───── Provided records
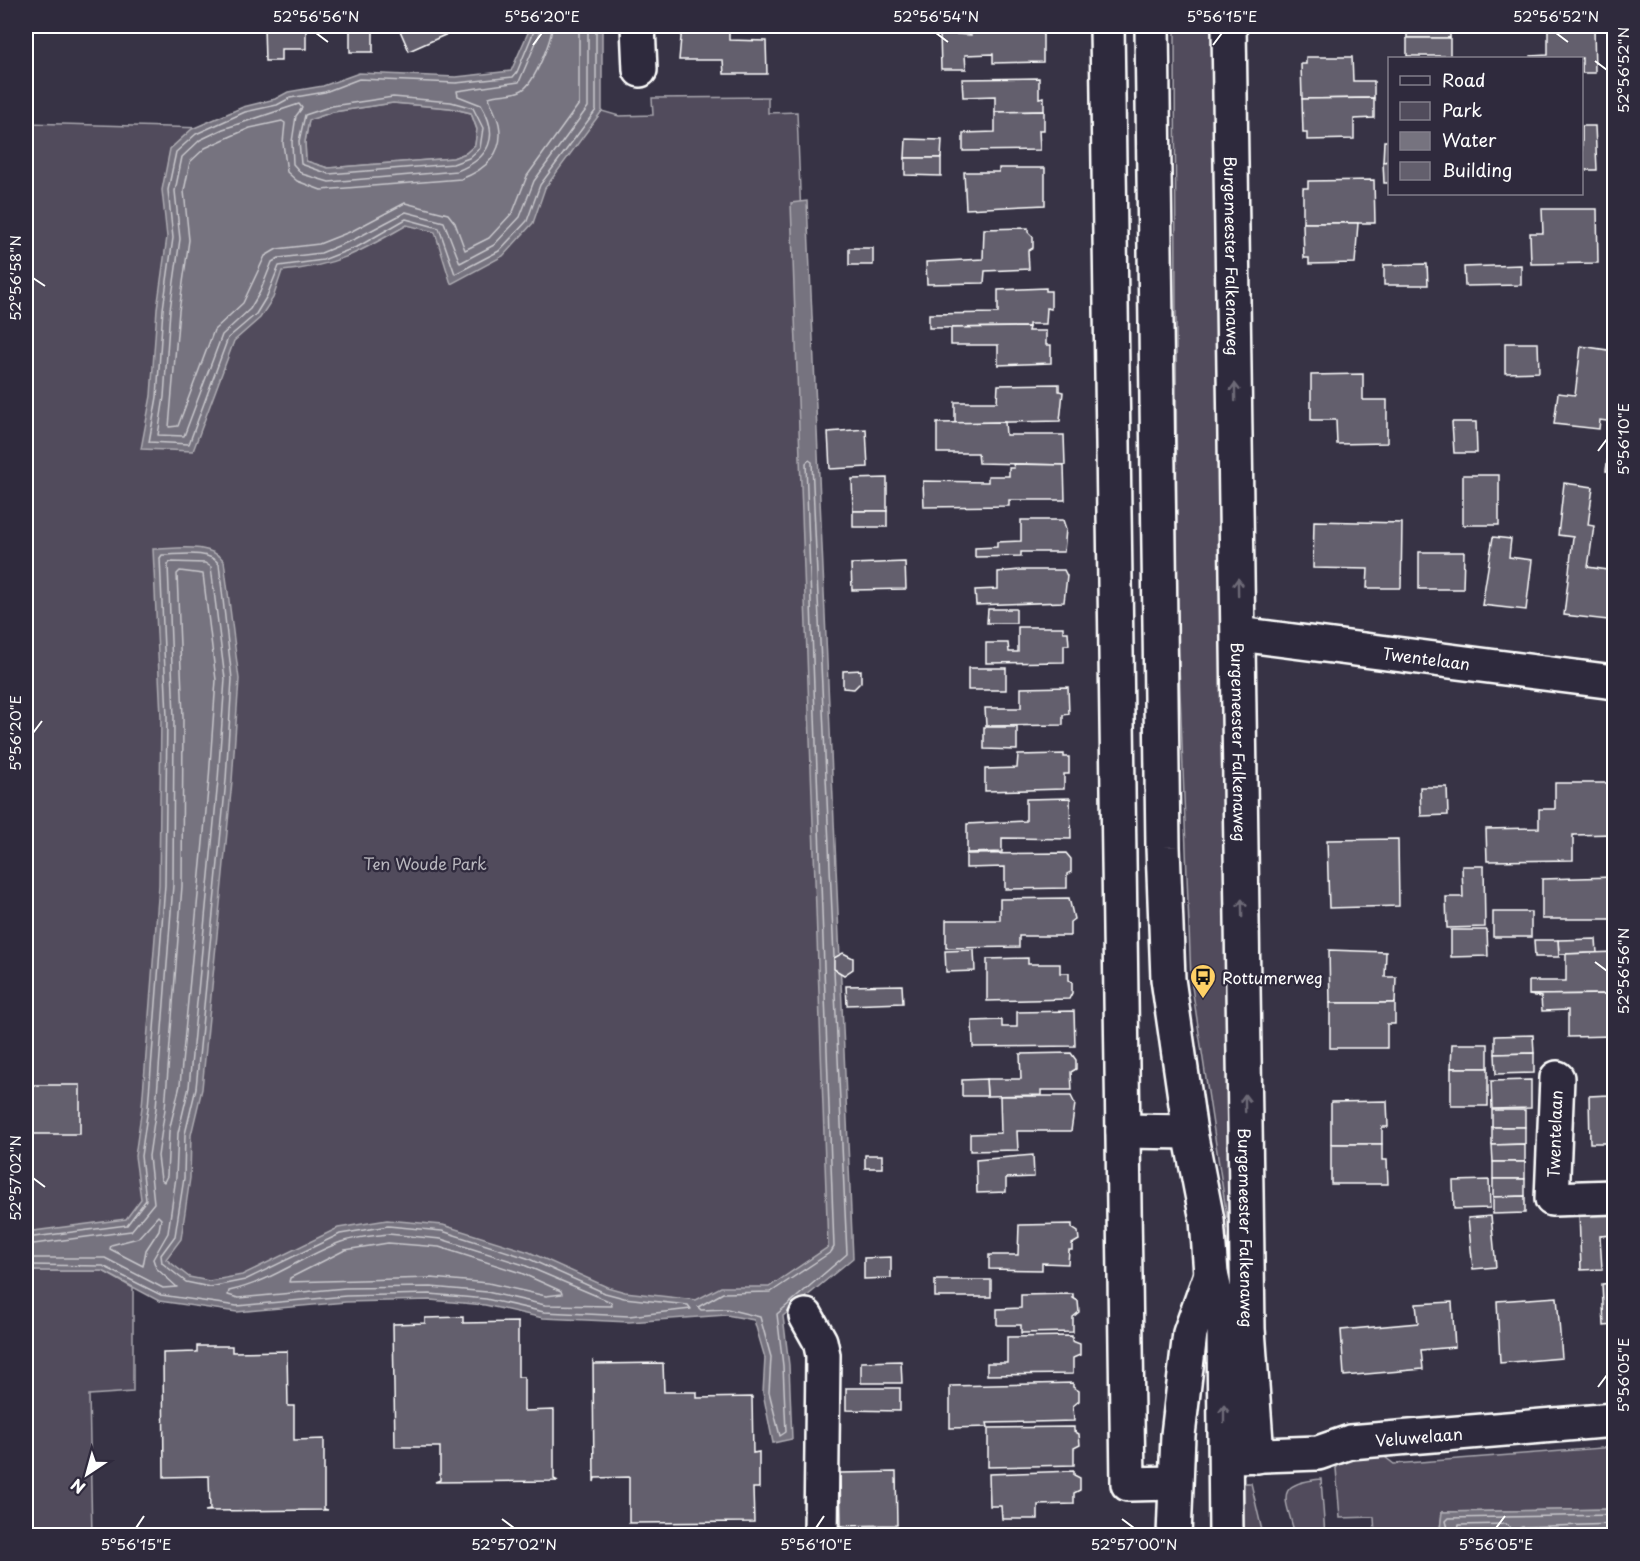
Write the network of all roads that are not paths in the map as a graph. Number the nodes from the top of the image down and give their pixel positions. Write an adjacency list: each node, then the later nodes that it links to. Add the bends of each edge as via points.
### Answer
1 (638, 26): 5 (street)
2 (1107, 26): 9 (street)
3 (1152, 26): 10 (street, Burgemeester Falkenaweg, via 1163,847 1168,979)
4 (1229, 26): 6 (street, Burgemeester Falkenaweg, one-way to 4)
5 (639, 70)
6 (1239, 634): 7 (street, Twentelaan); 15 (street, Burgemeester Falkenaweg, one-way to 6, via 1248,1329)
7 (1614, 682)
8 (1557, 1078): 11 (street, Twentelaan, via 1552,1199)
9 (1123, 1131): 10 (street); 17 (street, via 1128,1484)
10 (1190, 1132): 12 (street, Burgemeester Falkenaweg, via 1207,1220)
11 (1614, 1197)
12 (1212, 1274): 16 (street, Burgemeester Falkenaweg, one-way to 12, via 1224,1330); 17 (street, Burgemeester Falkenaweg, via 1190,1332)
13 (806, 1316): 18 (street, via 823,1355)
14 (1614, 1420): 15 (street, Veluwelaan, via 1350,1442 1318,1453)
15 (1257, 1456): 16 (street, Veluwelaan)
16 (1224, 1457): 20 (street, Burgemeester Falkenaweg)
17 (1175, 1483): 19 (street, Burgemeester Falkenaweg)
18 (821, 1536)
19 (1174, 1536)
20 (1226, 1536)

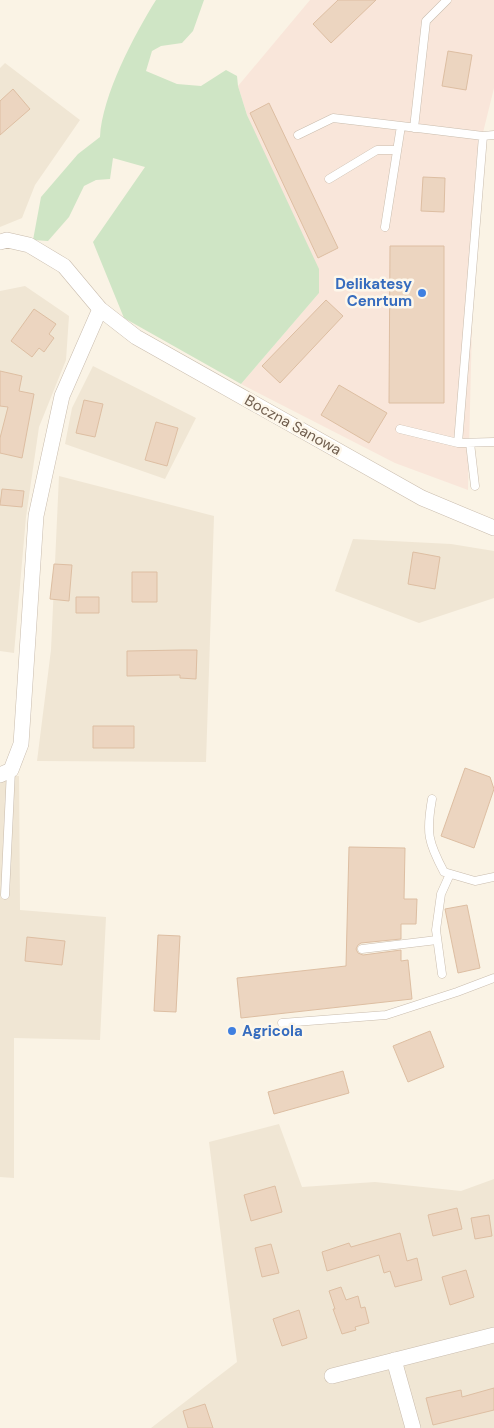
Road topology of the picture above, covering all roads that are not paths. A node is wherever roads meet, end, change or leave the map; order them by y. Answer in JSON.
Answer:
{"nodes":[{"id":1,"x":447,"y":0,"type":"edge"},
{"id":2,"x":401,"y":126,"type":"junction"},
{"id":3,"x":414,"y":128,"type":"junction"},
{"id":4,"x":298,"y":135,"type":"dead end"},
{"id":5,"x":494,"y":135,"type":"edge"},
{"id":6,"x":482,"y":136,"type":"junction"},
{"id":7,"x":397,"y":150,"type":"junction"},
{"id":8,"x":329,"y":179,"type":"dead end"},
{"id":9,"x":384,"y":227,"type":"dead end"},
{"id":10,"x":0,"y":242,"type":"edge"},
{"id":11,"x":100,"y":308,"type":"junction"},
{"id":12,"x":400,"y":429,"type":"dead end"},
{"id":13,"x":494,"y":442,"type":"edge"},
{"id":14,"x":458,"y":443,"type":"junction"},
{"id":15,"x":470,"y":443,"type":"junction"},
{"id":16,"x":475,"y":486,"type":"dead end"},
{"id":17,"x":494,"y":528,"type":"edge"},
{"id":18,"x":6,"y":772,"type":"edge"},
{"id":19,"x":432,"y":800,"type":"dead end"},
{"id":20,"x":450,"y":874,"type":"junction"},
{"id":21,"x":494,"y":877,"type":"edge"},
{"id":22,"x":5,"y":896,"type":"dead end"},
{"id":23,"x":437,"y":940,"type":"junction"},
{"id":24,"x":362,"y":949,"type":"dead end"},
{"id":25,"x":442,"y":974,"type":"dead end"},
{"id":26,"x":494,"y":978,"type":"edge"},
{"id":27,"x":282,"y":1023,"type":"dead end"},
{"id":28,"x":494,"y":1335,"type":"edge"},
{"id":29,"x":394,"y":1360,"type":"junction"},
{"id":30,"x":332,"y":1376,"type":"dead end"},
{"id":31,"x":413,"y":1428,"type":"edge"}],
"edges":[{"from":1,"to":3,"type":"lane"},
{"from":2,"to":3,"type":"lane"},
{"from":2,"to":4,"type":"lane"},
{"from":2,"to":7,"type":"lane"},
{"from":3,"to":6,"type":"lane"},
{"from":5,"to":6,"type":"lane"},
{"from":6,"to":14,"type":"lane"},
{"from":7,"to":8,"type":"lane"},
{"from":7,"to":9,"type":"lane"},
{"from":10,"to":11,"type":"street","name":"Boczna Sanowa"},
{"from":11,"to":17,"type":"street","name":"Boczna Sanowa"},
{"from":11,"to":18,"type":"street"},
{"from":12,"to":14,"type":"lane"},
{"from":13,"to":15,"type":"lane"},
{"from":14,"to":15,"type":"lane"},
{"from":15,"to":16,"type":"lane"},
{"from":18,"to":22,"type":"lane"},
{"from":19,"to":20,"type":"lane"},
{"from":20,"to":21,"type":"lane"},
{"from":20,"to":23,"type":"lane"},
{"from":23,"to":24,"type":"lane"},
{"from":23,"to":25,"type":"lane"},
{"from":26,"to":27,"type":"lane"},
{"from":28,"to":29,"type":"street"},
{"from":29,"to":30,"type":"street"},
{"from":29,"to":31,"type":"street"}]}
──────────
Word for word, write out the whole listing, keeping none of the pictures.

Write the network of all roads that are not paths in the map as a graph. Number the nodes from the top of the image down and give their pixel positions. Write an adjacency list: each node, then the later nodes that it links to. Add the bends of each edge as via points.
### Answer
1 (638, 26): 5 (street)
2 (1107, 26): 9 (street)
3 (1152, 26): 10 (street, Burgemeester Falkenaweg, via 1163,847 1168,979)
4 (1229, 26): 6 (street, Burgemeester Falkenaweg, one-way to 4)
5 (639, 70)
6 (1239, 634): 7 (street, Twentelaan); 15 (street, Burgemeester Falkenaweg, one-way to 6, via 1248,1329)
7 (1614, 682)
8 (1557, 1078): 11 (street, Twentelaan, via 1552,1199)
9 (1123, 1131): 10 (street); 17 (street, via 1128,1484)
10 (1190, 1132): 12 (street, Burgemeester Falkenaweg, via 1207,1220)
11 (1614, 1197)
12 (1212, 1274): 16 (street, Burgemeester Falkenaweg, one-way to 12, via 1224,1330); 17 (street, Burgemeester Falkenaweg, via 1190,1332)
13 (806, 1316): 18 (street, via 823,1355)
14 (1614, 1420): 15 (street, Veluwelaan, via 1350,1442 1318,1453)
15 (1257, 1456): 16 (street, Veluwelaan)
16 (1224, 1457): 20 (street, Burgemeester Falkenaweg)
17 (1175, 1483): 19 (street, Burgemeester Falkenaweg)
18 (821, 1536)
19 (1174, 1536)
20 (1226, 1536)

Road topology of the picture above, covering all roads that are not paths. A node is wherever roads meet, end, change or leave the map; order them by y. Answer in JSON.
Answer:
{"nodes":[{"id":1,"x":447,"y":0,"type":"edge"},
{"id":2,"x":401,"y":126,"type":"junction"},
{"id":3,"x":414,"y":128,"type":"junction"},
{"id":4,"x":298,"y":135,"type":"dead end"},
{"id":5,"x":494,"y":135,"type":"edge"},
{"id":6,"x":482,"y":136,"type":"junction"},
{"id":7,"x":397,"y":150,"type":"junction"},
{"id":8,"x":329,"y":179,"type":"dead end"},
{"id":9,"x":384,"y":227,"type":"dead end"},
{"id":10,"x":0,"y":242,"type":"edge"},
{"id":11,"x":100,"y":308,"type":"junction"},
{"id":12,"x":400,"y":429,"type":"dead end"},
{"id":13,"x":494,"y":442,"type":"edge"},
{"id":14,"x":458,"y":443,"type":"junction"},
{"id":15,"x":470,"y":443,"type":"junction"},
{"id":16,"x":475,"y":486,"type":"dead end"},
{"id":17,"x":494,"y":528,"type":"edge"},
{"id":18,"x":6,"y":772,"type":"edge"},
{"id":19,"x":432,"y":800,"type":"dead end"},
{"id":20,"x":450,"y":874,"type":"junction"},
{"id":21,"x":494,"y":877,"type":"edge"},
{"id":22,"x":5,"y":896,"type":"dead end"},
{"id":23,"x":437,"y":940,"type":"junction"},
{"id":24,"x":362,"y":949,"type":"dead end"},
{"id":25,"x":442,"y":974,"type":"dead end"},
{"id":26,"x":494,"y":978,"type":"edge"},
{"id":27,"x":282,"y":1023,"type":"dead end"},
{"id":28,"x":494,"y":1335,"type":"edge"},
{"id":29,"x":394,"y":1360,"type":"junction"},
{"id":30,"x":332,"y":1376,"type":"dead end"},
{"id":31,"x":413,"y":1428,"type":"edge"}],
"edges":[{"from":1,"to":3,"type":"lane"},
{"from":2,"to":3,"type":"lane"},
{"from":2,"to":4,"type":"lane"},
{"from":2,"to":7,"type":"lane"},
{"from":3,"to":6,"type":"lane"},
{"from":5,"to":6,"type":"lane"},
{"from":6,"to":14,"type":"lane"},
{"from":7,"to":8,"type":"lane"},
{"from":7,"to":9,"type":"lane"},
{"from":10,"to":11,"type":"street","name":"Boczna Sanowa"},
{"from":11,"to":17,"type":"street","name":"Boczna Sanowa"},
{"from":11,"to":18,"type":"street"},
{"from":12,"to":14,"type":"lane"},
{"from":13,"to":15,"type":"lane"},
{"from":14,"to":15,"type":"lane"},
{"from":15,"to":16,"type":"lane"},
{"from":18,"to":22,"type":"lane"},
{"from":19,"to":20,"type":"lane"},
{"from":20,"to":21,"type":"lane"},
{"from":20,"to":23,"type":"lane"},
{"from":23,"to":24,"type":"lane"},
{"from":23,"to":25,"type":"lane"},
{"from":26,"to":27,"type":"lane"},
{"from":28,"to":29,"type":"street"},
{"from":29,"to":30,"type":"street"},
{"from":29,"to":31,"type":"street"}]}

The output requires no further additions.